• **Body or hand keypoint data**
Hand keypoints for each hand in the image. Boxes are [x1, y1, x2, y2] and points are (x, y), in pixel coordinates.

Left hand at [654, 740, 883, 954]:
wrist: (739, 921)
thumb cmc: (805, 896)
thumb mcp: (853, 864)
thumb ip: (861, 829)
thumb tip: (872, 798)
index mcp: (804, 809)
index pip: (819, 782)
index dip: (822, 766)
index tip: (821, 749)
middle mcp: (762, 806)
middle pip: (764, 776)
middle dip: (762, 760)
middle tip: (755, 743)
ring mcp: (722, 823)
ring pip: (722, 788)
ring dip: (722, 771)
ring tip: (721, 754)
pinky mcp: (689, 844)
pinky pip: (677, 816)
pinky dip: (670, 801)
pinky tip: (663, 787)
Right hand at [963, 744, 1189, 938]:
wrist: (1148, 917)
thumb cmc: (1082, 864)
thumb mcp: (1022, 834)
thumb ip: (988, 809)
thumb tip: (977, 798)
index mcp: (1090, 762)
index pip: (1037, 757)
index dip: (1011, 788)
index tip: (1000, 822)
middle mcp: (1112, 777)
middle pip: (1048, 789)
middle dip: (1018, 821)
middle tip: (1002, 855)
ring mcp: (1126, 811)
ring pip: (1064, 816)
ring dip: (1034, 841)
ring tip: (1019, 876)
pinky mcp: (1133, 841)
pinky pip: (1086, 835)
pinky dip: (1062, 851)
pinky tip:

• **Work order**
Copy the lines above exactly, leaving every word as it is.

• **Exercise solution**
Hand keypoints for each hand in the image. Boxes are [x1, y1, x2, y2] and points are (x, y), in pixel coordinates.

Left hand at [654, 740, 883, 954]:
wrist: (739, 921)
thumb cmc: (805, 896)
thumb mcp: (853, 864)
thumb ip: (861, 829)
thumb tip: (872, 798)
index mcp: (804, 809)
index pip: (819, 782)
index dip: (822, 766)
index tip: (821, 749)
middle mcp: (762, 806)
middle pip: (764, 776)
middle dip: (762, 760)
middle tip: (755, 743)
ring mcp: (722, 823)
ring pip: (722, 788)
ring dip: (722, 771)
ring tip: (721, 754)
pinky mcp: (689, 844)
pinky pip: (677, 816)
pinky dip: (670, 801)
pinky tip: (663, 787)
Right hand at [963, 744, 1189, 938]:
wrist: (1148, 917)
thumb cmc: (1082, 864)
thumb mcp: (1022, 834)
thumb ip: (988, 809)
thumb tip: (977, 798)
index mcp: (1090, 762)
index pip: (1037, 757)
index dip: (1011, 788)
index tip: (1000, 822)
middle mcp: (1112, 777)
middle pip: (1048, 789)
middle dip: (1018, 821)
middle tip: (1002, 855)
ring mcp: (1126, 811)
ring pip: (1064, 816)
ring dip: (1034, 841)
ring tip: (1019, 876)
pinky mcp: (1133, 841)
pinky pip: (1086, 835)
pinky dip: (1062, 851)
pinky tip:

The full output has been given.